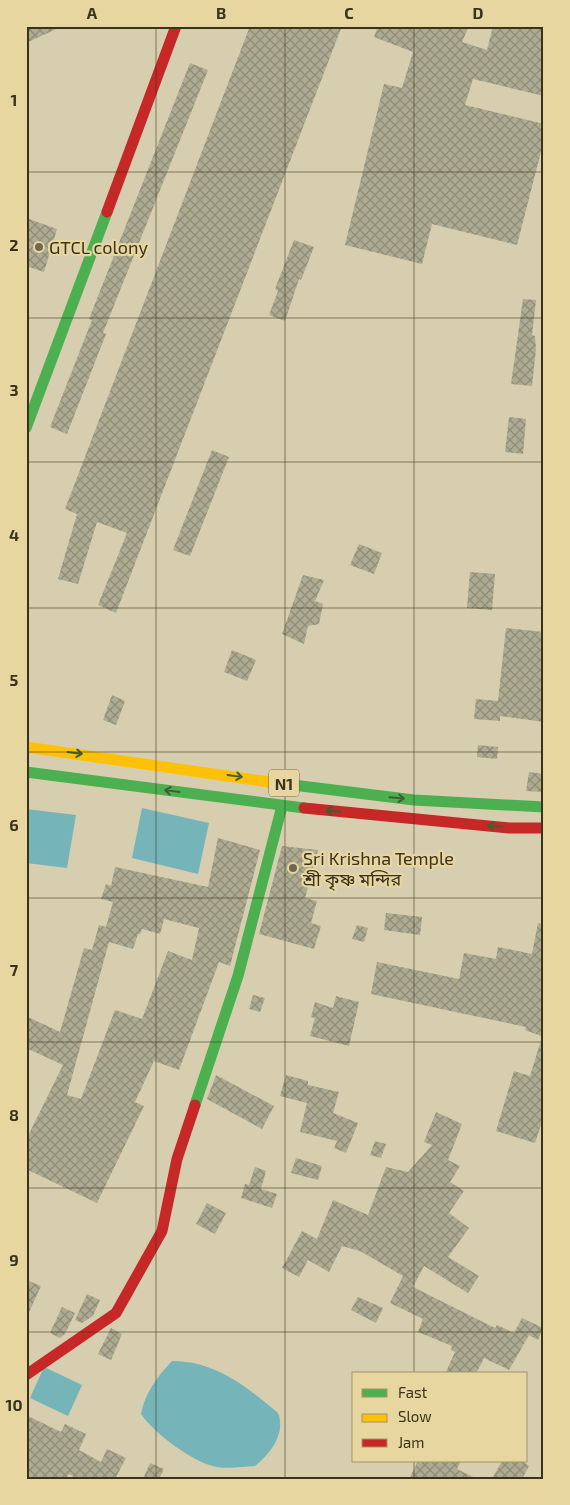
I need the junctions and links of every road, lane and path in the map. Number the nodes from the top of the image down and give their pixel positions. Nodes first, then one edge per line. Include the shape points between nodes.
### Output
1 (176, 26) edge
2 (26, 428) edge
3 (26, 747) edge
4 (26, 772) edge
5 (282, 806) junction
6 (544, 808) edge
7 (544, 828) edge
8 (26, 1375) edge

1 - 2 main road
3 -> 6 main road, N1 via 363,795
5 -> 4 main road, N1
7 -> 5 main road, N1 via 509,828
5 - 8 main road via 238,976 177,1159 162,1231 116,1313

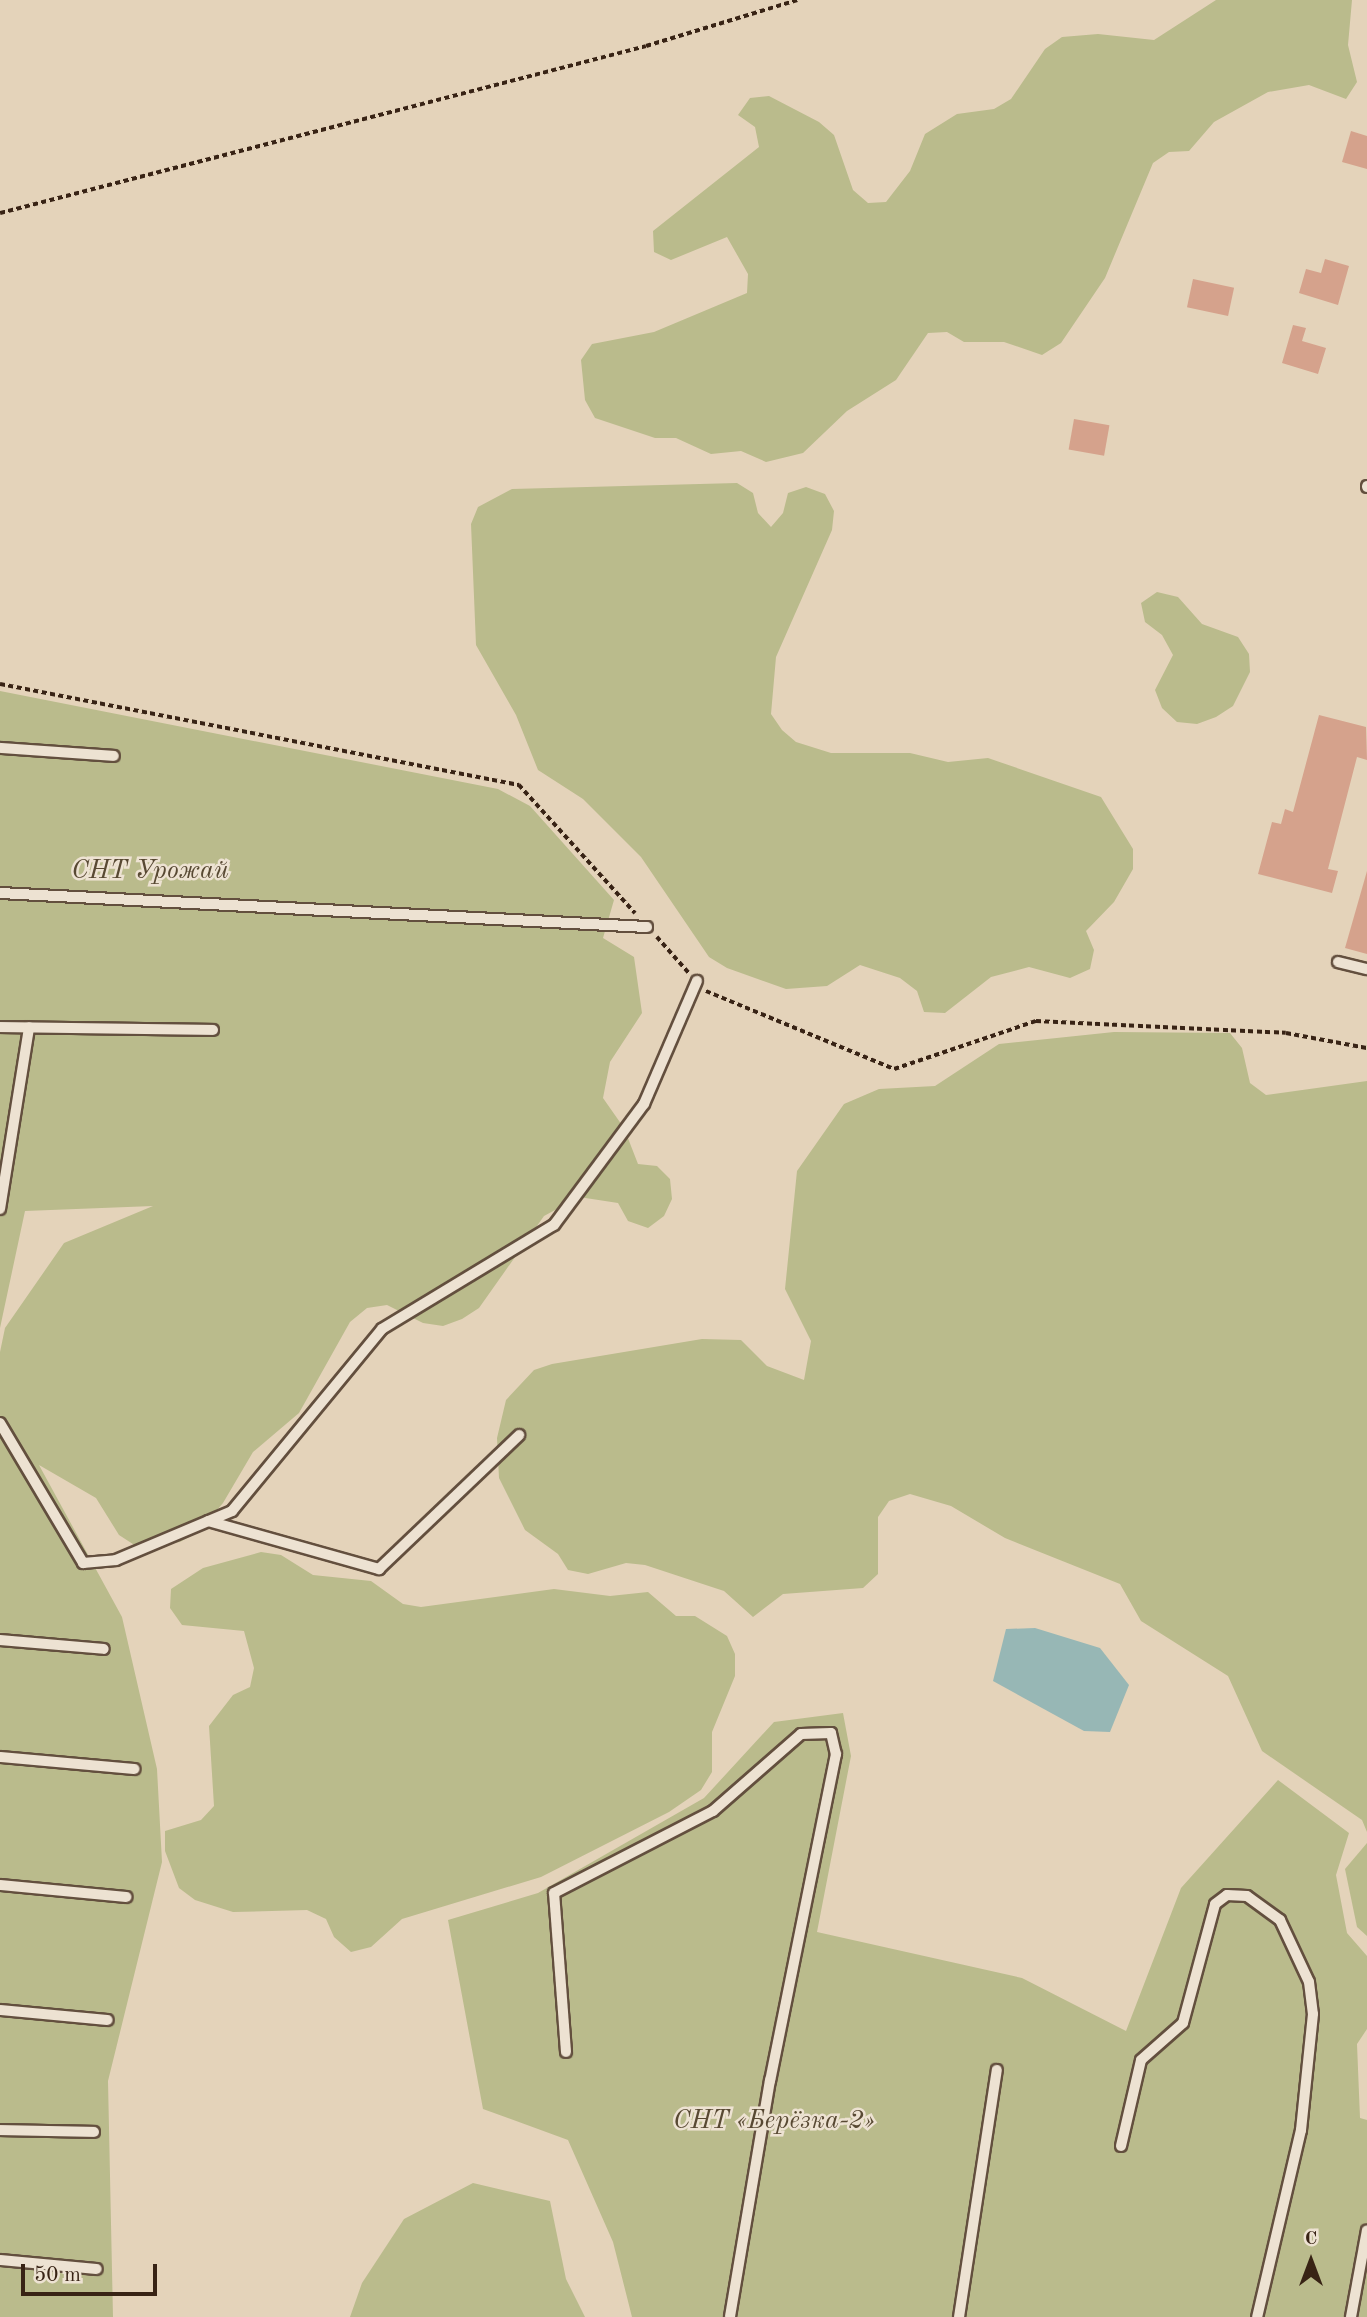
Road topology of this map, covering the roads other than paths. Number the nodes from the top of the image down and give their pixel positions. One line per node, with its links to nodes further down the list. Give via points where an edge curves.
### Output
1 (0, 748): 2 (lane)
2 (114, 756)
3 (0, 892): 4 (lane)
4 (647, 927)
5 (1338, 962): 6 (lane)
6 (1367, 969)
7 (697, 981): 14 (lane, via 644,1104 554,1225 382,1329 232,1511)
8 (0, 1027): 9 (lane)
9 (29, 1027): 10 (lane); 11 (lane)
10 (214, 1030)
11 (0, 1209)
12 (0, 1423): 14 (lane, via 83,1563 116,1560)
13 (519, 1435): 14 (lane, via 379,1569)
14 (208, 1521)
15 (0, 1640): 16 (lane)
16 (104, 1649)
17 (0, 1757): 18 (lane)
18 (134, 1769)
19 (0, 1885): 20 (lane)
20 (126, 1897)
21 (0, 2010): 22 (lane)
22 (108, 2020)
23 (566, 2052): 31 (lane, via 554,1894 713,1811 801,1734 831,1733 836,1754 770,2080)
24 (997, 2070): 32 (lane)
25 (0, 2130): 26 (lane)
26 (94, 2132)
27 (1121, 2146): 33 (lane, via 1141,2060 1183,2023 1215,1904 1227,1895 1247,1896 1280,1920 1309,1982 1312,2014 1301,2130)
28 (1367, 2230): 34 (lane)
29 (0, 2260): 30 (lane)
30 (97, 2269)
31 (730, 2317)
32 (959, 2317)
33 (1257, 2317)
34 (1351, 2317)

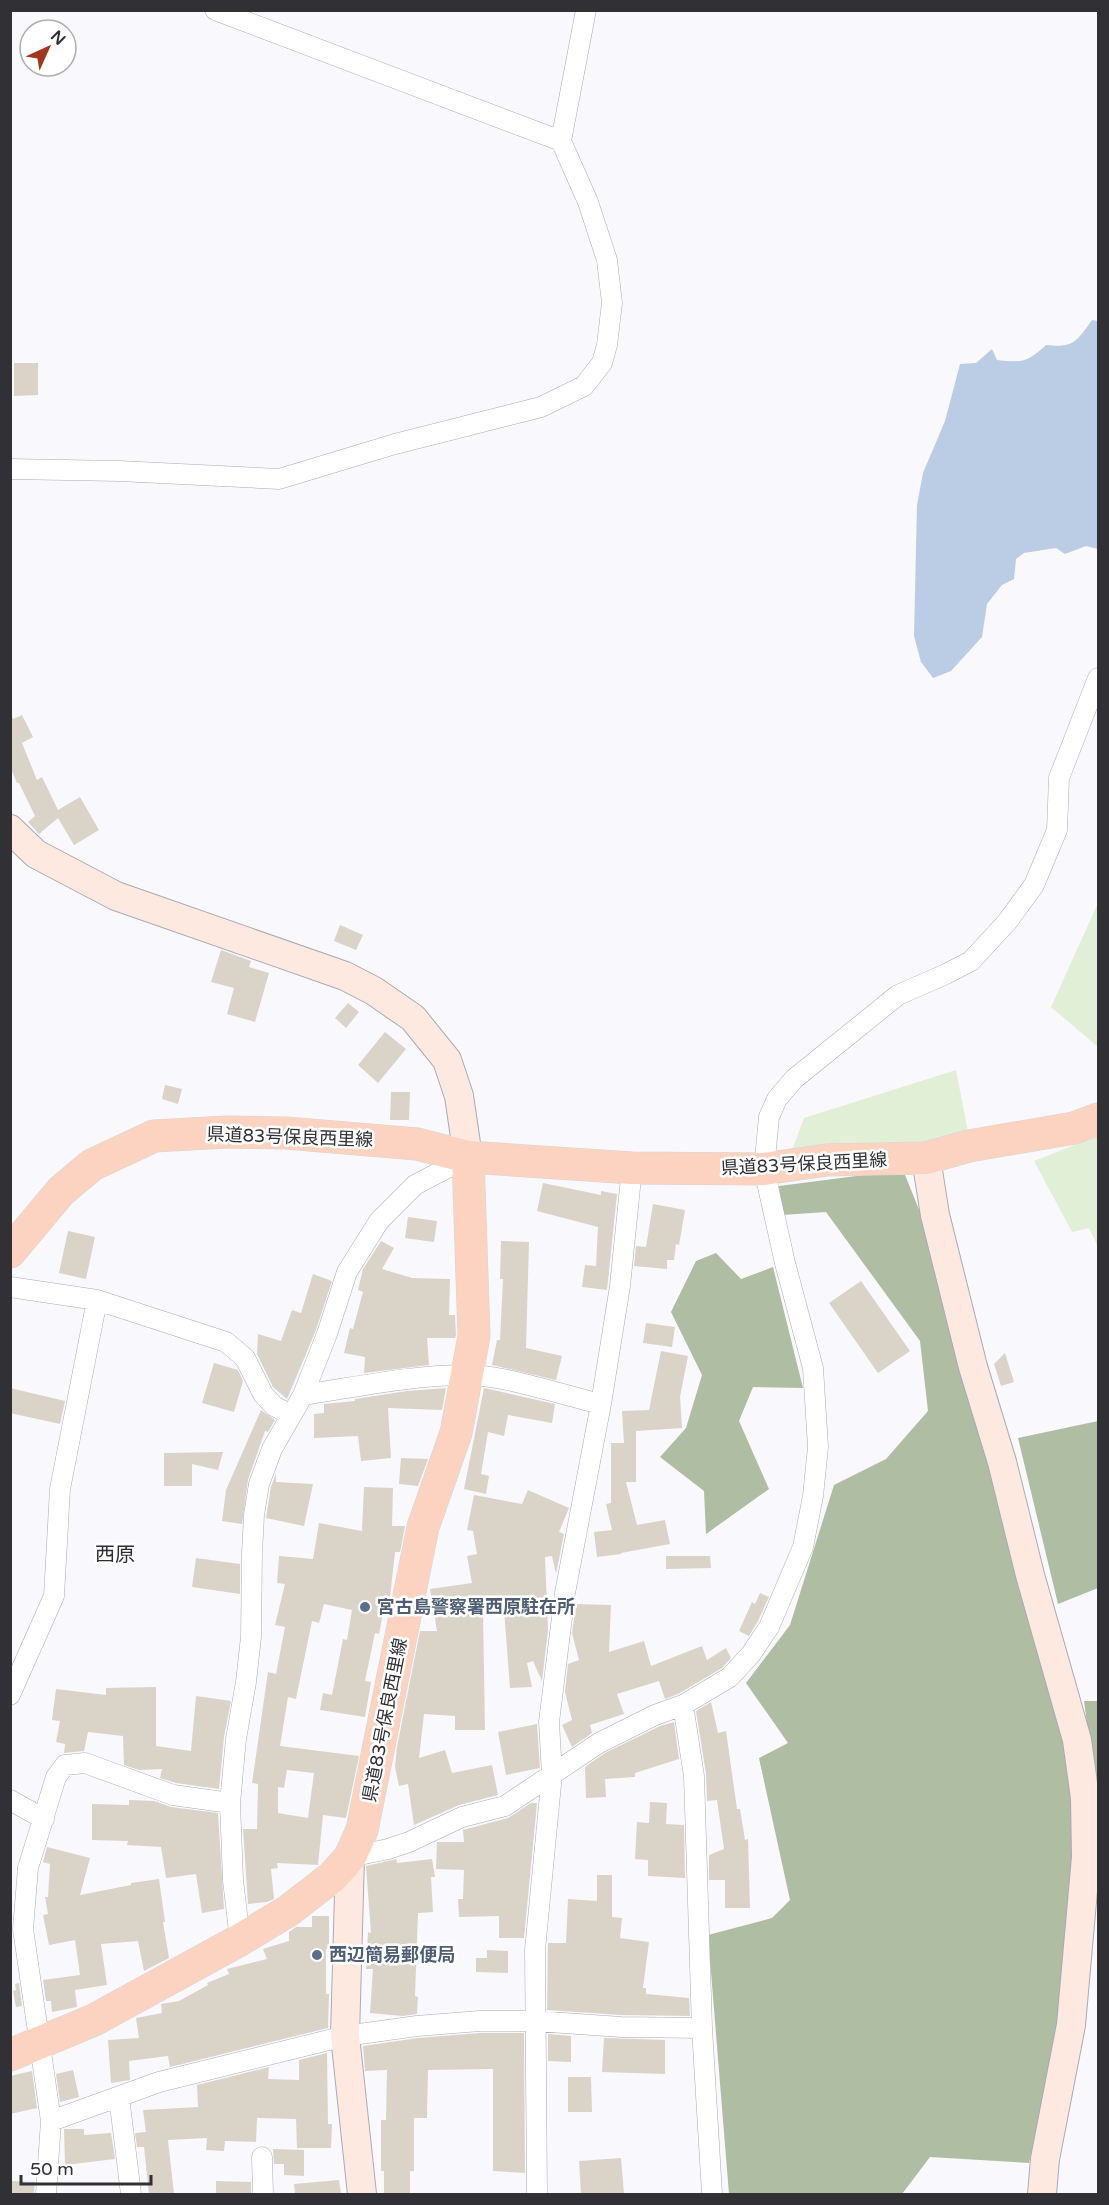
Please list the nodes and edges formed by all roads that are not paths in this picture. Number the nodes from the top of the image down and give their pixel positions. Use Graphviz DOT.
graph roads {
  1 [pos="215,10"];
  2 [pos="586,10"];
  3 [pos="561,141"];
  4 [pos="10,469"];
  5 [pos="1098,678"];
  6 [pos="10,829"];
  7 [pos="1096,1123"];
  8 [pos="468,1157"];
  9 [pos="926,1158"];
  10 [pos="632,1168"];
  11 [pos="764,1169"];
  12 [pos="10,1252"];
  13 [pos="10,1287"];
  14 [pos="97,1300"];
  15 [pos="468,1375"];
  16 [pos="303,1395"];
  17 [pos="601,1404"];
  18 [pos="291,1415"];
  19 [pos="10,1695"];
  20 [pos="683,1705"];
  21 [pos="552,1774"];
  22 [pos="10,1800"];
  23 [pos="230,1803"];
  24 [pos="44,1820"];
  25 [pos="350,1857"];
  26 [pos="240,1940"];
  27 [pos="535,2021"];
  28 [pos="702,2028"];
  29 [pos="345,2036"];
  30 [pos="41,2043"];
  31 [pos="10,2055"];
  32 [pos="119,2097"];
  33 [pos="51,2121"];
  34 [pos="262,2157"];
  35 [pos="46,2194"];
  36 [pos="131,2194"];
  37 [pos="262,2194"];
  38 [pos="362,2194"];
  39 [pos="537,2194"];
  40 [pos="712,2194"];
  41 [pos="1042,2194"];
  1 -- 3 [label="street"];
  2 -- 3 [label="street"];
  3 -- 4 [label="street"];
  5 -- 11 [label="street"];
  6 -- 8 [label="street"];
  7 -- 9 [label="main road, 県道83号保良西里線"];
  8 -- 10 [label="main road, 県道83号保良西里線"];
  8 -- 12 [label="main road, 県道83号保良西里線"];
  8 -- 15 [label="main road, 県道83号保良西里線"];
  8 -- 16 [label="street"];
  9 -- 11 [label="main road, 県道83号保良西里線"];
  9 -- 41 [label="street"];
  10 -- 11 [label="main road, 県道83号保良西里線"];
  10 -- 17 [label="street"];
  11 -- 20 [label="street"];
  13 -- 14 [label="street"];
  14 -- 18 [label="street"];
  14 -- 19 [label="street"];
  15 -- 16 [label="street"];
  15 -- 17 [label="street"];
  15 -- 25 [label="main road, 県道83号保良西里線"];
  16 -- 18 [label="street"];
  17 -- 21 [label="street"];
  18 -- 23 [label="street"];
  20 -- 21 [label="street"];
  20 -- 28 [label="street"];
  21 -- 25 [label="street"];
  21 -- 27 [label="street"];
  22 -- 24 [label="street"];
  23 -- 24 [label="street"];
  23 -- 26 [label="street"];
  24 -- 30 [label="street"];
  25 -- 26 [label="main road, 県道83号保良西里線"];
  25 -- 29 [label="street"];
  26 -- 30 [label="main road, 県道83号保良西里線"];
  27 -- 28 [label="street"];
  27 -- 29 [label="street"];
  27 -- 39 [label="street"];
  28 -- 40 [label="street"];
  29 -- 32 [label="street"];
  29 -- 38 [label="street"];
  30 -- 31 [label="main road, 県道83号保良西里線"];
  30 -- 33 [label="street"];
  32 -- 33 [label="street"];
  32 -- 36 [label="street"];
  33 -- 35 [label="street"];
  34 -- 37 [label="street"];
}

══════════════════════════════

What you should do: Reproduce all the entries above exactly. Include no images.

Written solution:
I need the junctions and links of every road, lane and path in the map. Number the nodes from the top of the image down and give their pixel positions. Nodes first, then one edge per line. Include the shape points between nodes.
### Output
1 (176, 26) edge
2 (26, 428) edge
3 (26, 747) edge
4 (26, 772) edge
5 (282, 806) junction
6 (544, 808) edge
7 (544, 828) edge
8 (26, 1375) edge

1 - 2 main road
3 -> 6 main road, N1 via 363,795
5 -> 4 main road, N1
7 -> 5 main road, N1 via 509,828
5 - 8 main road via 238,976 177,1159 162,1231 116,1313

Road topology of this map, covering the roads other than paths. Number the nodes from the top of the image down and give their pixel positions. One line per node, with its links to nodes further down the list. Give via points where an edge curves.
### Output
1 (0, 748): 2 (lane)
2 (114, 756)
3 (0, 892): 4 (lane)
4 (647, 927)
5 (1338, 962): 6 (lane)
6 (1367, 969)
7 (697, 981): 14 (lane, via 644,1104 554,1225 382,1329 232,1511)
8 (0, 1027): 9 (lane)
9 (29, 1027): 10 (lane); 11 (lane)
10 (214, 1030)
11 (0, 1209)
12 (0, 1423): 14 (lane, via 83,1563 116,1560)
13 (519, 1435): 14 (lane, via 379,1569)
14 (208, 1521)
15 (0, 1640): 16 (lane)
16 (104, 1649)
17 (0, 1757): 18 (lane)
18 (134, 1769)
19 (0, 1885): 20 (lane)
20 (126, 1897)
21 (0, 2010): 22 (lane)
22 (108, 2020)
23 (566, 2052): 31 (lane, via 554,1894 713,1811 801,1734 831,1733 836,1754 770,2080)
24 (997, 2070): 32 (lane)
25 (0, 2130): 26 (lane)
26 (94, 2132)
27 (1121, 2146): 33 (lane, via 1141,2060 1183,2023 1215,1904 1227,1895 1247,1896 1280,1920 1309,1982 1312,2014 1301,2130)
28 (1367, 2230): 34 (lane)
29 (0, 2260): 30 (lane)
30 (97, 2269)
31 (730, 2317)
32 (959, 2317)
33 (1257, 2317)
34 (1351, 2317)

Please list the nodes and edges formed by all roads that are not paths in this picture. Number the nodes from the top of the image down and give their pixel positions. Use Graphviz DOT.
graph roads {
  1 [pos="215,10"];
  2 [pos="586,10"];
  3 [pos="561,141"];
  4 [pos="10,469"];
  5 [pos="1098,678"];
  6 [pos="10,829"];
  7 [pos="1096,1123"];
  8 [pos="468,1157"];
  9 [pos="926,1158"];
  10 [pos="632,1168"];
  11 [pos="764,1169"];
  12 [pos="10,1252"];
  13 [pos="10,1287"];
  14 [pos="97,1300"];
  15 [pos="468,1375"];
  16 [pos="303,1395"];
  17 [pos="601,1404"];
  18 [pos="291,1415"];
  19 [pos="10,1695"];
  20 [pos="683,1705"];
  21 [pos="552,1774"];
  22 [pos="10,1800"];
  23 [pos="230,1803"];
  24 [pos="44,1820"];
  25 [pos="350,1857"];
  26 [pos="240,1940"];
  27 [pos="535,2021"];
  28 [pos="702,2028"];
  29 [pos="345,2036"];
  30 [pos="41,2043"];
  31 [pos="10,2055"];
  32 [pos="119,2097"];
  33 [pos="51,2121"];
  34 [pos="262,2157"];
  35 [pos="46,2194"];
  36 [pos="131,2194"];
  37 [pos="262,2194"];
  38 [pos="362,2194"];
  39 [pos="537,2194"];
  40 [pos="712,2194"];
  41 [pos="1042,2194"];
  1 -- 3 [label="street"];
  2 -- 3 [label="street"];
  3 -- 4 [label="street"];
  5 -- 11 [label="street"];
  6 -- 8 [label="street"];
  7 -- 9 [label="main road, 県道83号保良西里線"];
  8 -- 10 [label="main road, 県道83号保良西里線"];
  8 -- 12 [label="main road, 県道83号保良西里線"];
  8 -- 15 [label="main road, 県道83号保良西里線"];
  8 -- 16 [label="street"];
  9 -- 11 [label="main road, 県道83号保良西里線"];
  9 -- 41 [label="street"];
  10 -- 11 [label="main road, 県道83号保良西里線"];
  10 -- 17 [label="street"];
  11 -- 20 [label="street"];
  13 -- 14 [label="street"];
  14 -- 18 [label="street"];
  14 -- 19 [label="street"];
  15 -- 16 [label="street"];
  15 -- 17 [label="street"];
  15 -- 25 [label="main road, 県道83号保良西里線"];
  16 -- 18 [label="street"];
  17 -- 21 [label="street"];
  18 -- 23 [label="street"];
  20 -- 21 [label="street"];
  20 -- 28 [label="street"];
  21 -- 25 [label="street"];
  21 -- 27 [label="street"];
  22 -- 24 [label="street"];
  23 -- 24 [label="street"];
  23 -- 26 [label="street"];
  24 -- 30 [label="street"];
  25 -- 26 [label="main road, 県道83号保良西里線"];
  25 -- 29 [label="street"];
  26 -- 30 [label="main road, 県道83号保良西里線"];
  27 -- 28 [label="street"];
  27 -- 29 [label="street"];
  27 -- 39 [label="street"];
  28 -- 40 [label="street"];
  29 -- 32 [label="street"];
  29 -- 38 [label="street"];
  30 -- 31 [label="main road, 県道83号保良西里線"];
  30 -- 33 [label="street"];
  32 -- 33 [label="street"];
  32 -- 36 [label="street"];
  33 -- 35 [label="street"];
  34 -- 37 [label="street"];
}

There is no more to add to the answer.